• [WORK INSTRUCTION]: Copy every line that contains the string "roads" from the entries below.
(THE RECORDS Opens)
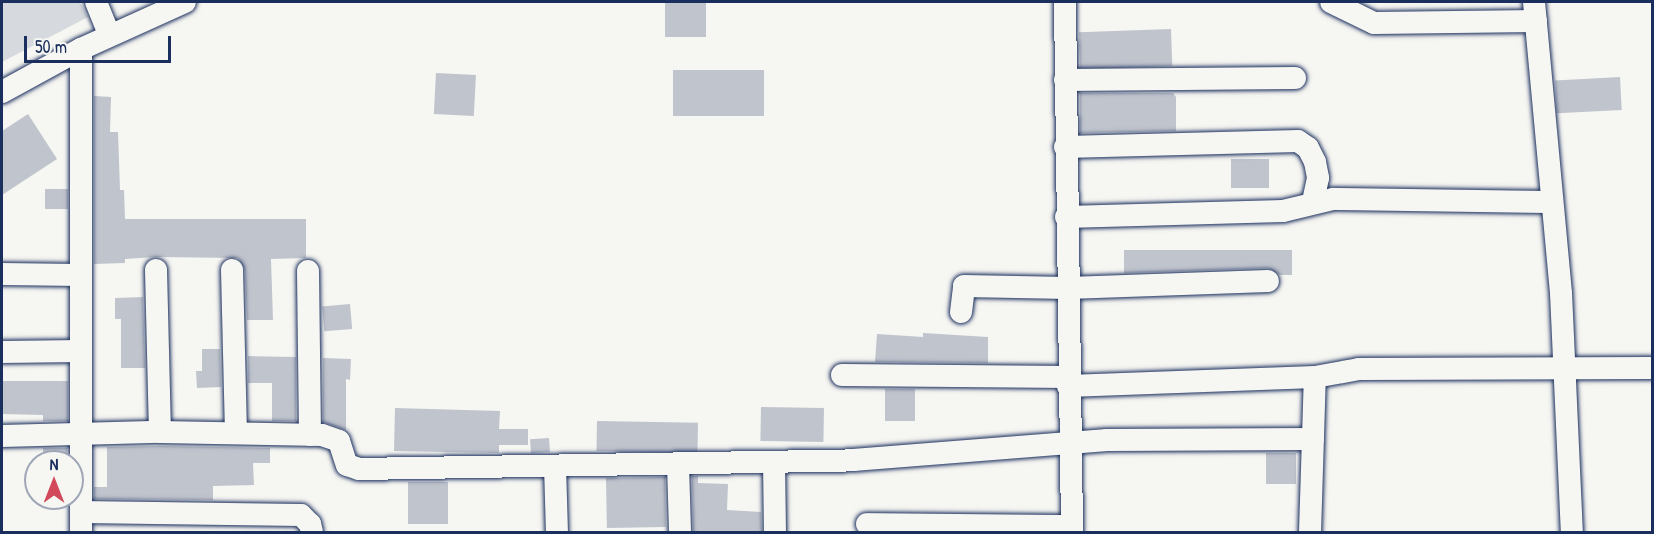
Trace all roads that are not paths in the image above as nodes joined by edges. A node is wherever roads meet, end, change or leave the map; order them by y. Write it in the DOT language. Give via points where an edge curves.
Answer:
graph roads {
  1 [pos="150,2"];
  2 [pos="185,2"];
  3 [pos="1065,2"];
  4 [pos="1331,2"];
  5 [pos="1535,11"];
  6 [pos="103,19"];
  7 [pos="81,49"];
  8 [pos="2,74"];
  9 [pos="1294,78"];
  10 [pos="1065,80"];
  11 [pos="2,92"];
  12 [pos="1065,147"];
  13 [pos="1313,202"];
  14 [pos="1552,202"];
  15 [pos="1066,217"];
  16 [pos="156,270"];
  17 [pos="232,270"];
  18 [pos="308,271"];
  19 [pos="2,274"];
  20 [pos="80,274"];
  21 [pos="1268,281"];
  22 [pos="1068,288"];
  23 [pos="961,312"];
  24 [pos="80,351"];
  25 [pos="2,352"];
  26 [pos="1653,368"];
  27 [pos="1565,369"];
  28 [pos="842,375"];
  29 [pos="1315,377"];
  30 [pos="1068,382"];
  31 [pos="160,432"];
  32 [pos="236,432"];
  33 [pos="310,435"];
  34 [pos="2,436"];
  35 [pos="80,436"];
  36 [pos="1313,439"];
  37 [pos="1070,443"];
  38 [pos="774,462"];
  39 [pos="678,464"];
  40 [pos="555,466"];
  41 [pos="81,522"];
  42 [pos="153,523"];
  43 [pos="232,523"];
  44 [pos="867,524"];
  45 [pos="1072,529"];
  46 [pos="312,532"];
  47 [pos="557,532"];
  48 [pos="680,532"];
  49 [pos="774,532"];
  50 [pos="1310,532"];
  51 [pos="1572,532"];
  1 -- 6 [label="street"];
  2 -- 6 [label="street"];
  3 -- 10 [label="street"];
  4 -- 5 [label="street" via="1374,23"];
  5 -- 14 [label="street"];
  6 -- 7 [label="street"];
  6 -- 8 [label="street"];
  7 -- 11 [label="street"];
  7 -- 20 [label="street"];
  9 -- 10 [label="street"];
  10 -- 12 [label="street"];
  12 -- 13 [label="street" via="1298,141 1308,148 1315,162 1318,178"];
  12 -- 15 [label="street"];
  13 -- 14 [label="street"];
  13 -- 15 [label="street" via="1283,211"];
  14 -- 27 [label="street"];
  15 -- 22 [label="street"];
  16 -- 31 [label="street"];
  17 -- 32 [label="street"];
  18 -- 33 [label="street"];
  19 -- 20 [label="street"];
  20 -- 24 [label="street"];
  21 -- 22 [label="street"];
  22 -- 23 [label="street" via="964,286"];
  22 -- 30 [label="street"];
  24 -- 25 [label="street"];
  24 -- 35 [label="street"];
  26 -- 27 [label="street"];
  27 -- 29 [label="street" via="1359,369"];
  27 -- 51 [label="street"];
  28 -- 30 [label="street"];
  29 -- 30 [label="street"];
  29 -- 36 [label="street"];
  30 -- 37 [label="street"];
  31 -- 32 [label="street"];
  31 -- 35 [label="street"];
  32 -- 33 [label="street"];
  33 -- 40 [label="street" via="336,438 347,465 360,469"];
  34 -- 35 [label="street"];
  35 -- 41 [label="street"];
  36 -- 37 [label="street"];
  36 -- 50 [label="street"];
  37 -- 38 [label="street" via="932,456"];
  37 -- 45 [label="street"];
  38 -- 39 [label="street"];
  38 -- 49 [label="street"];
  39 -- 40 [label="street"];
  39 -- 48 [label="street"];
  40 -- 47 [label="street"];
  41 -- 42 [label="street"];
  42 -- 43 [label="street"];
  43 -- 46 [label="street" via="301,515"];
  44 -- 45 [label="street"];
}
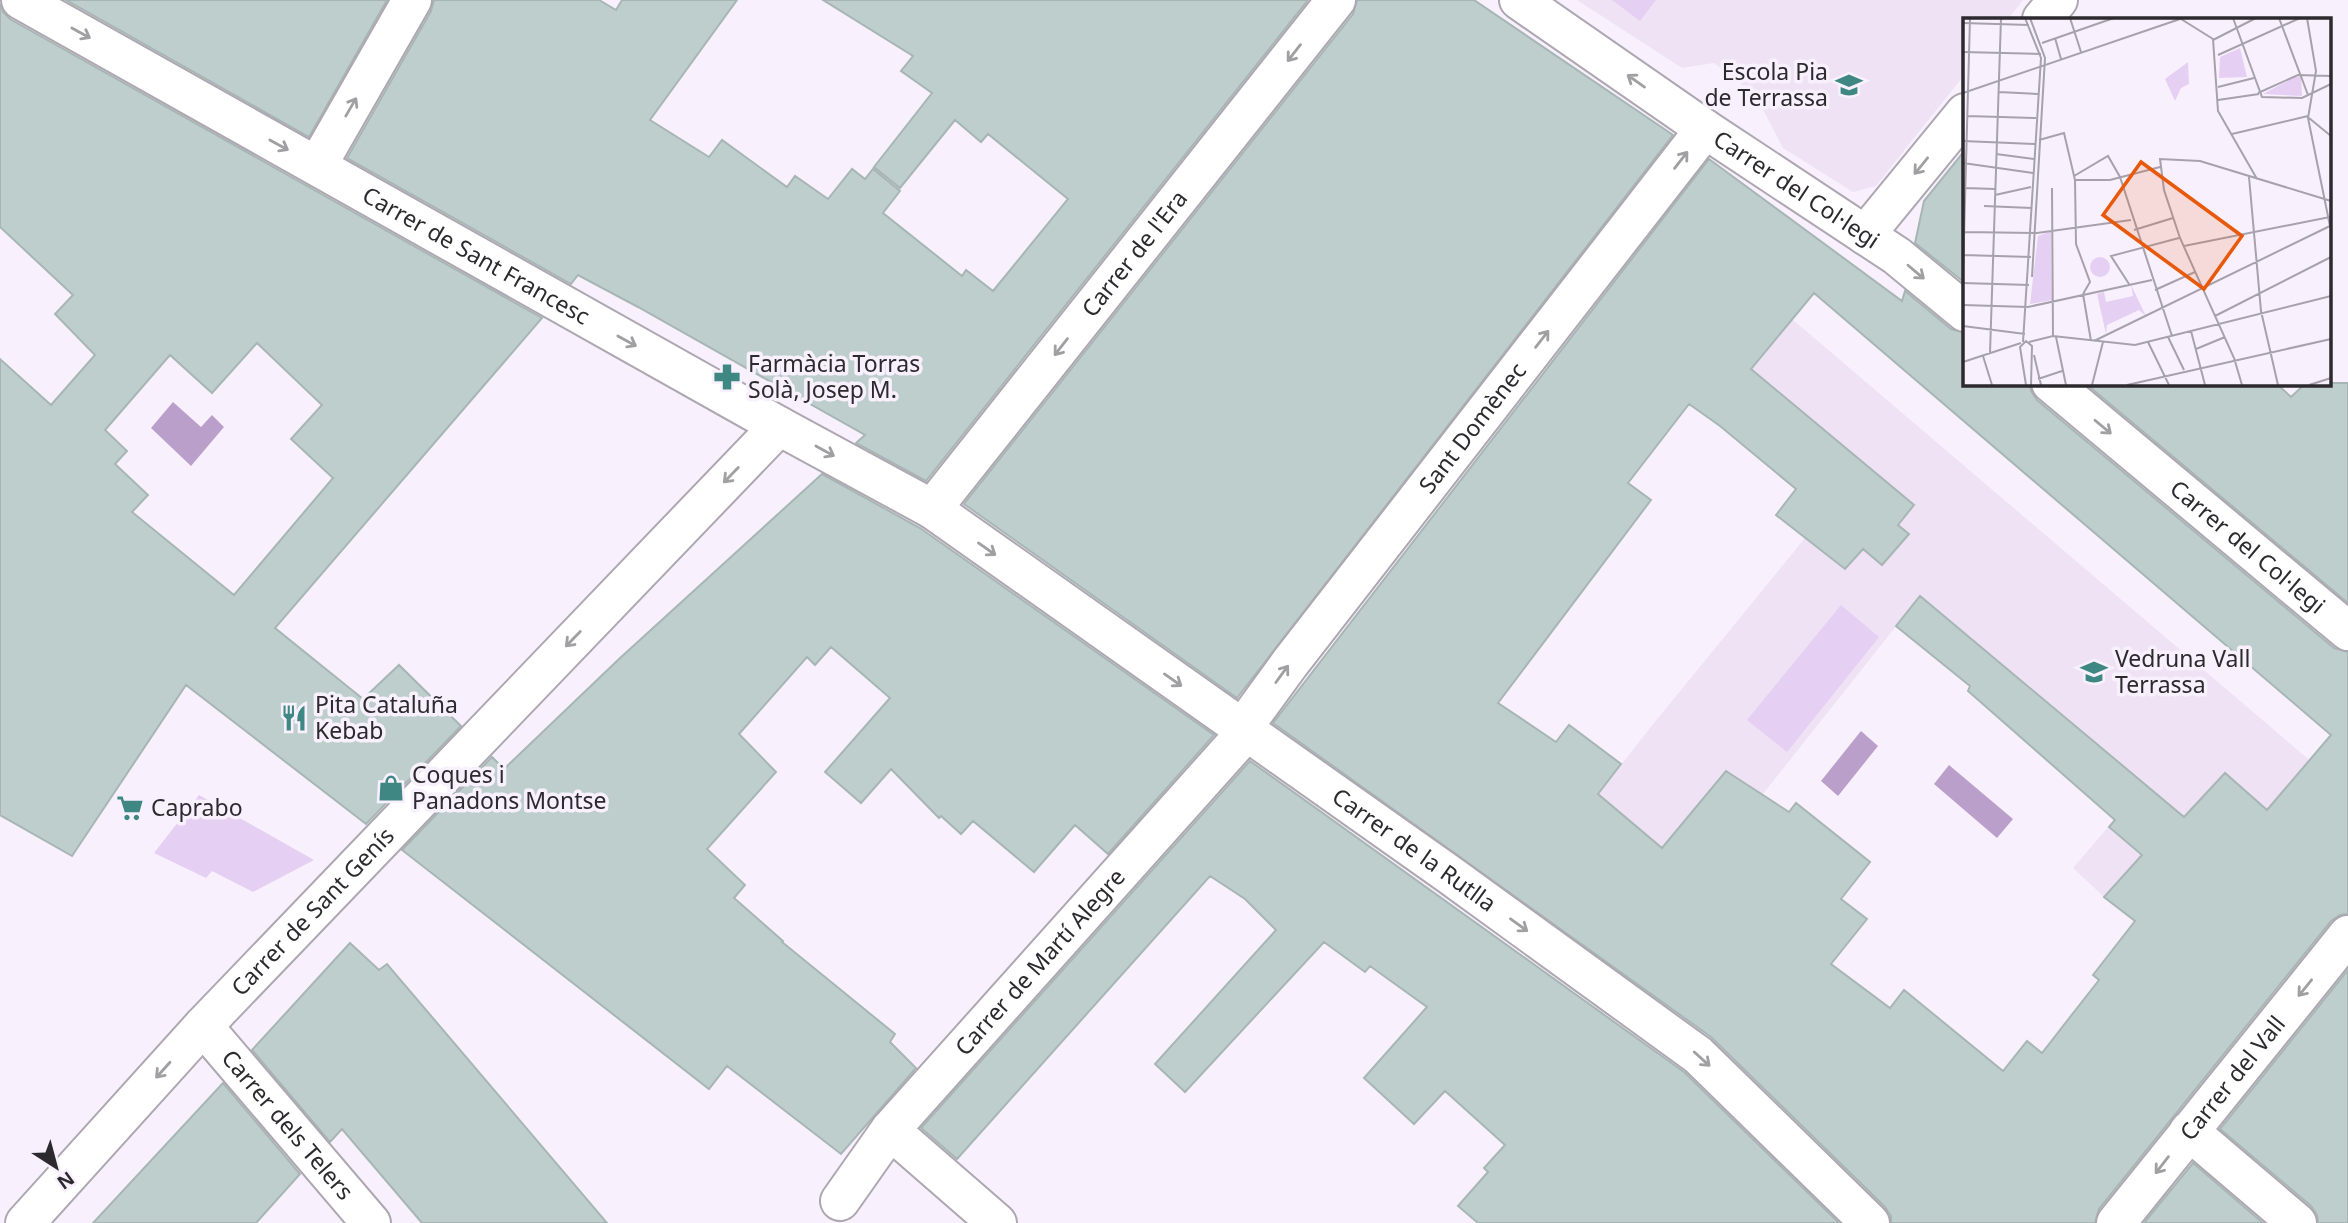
(THE RECORDS Closes)
• [YOUR RESPONSE]:
Trace all roads that are not paths in the image above as nodes joined by edges. A node is wherever roads meet, end, change or leave the map; order them by y. Write it in the DOT language. Give via points where an edge curves.
graph roads {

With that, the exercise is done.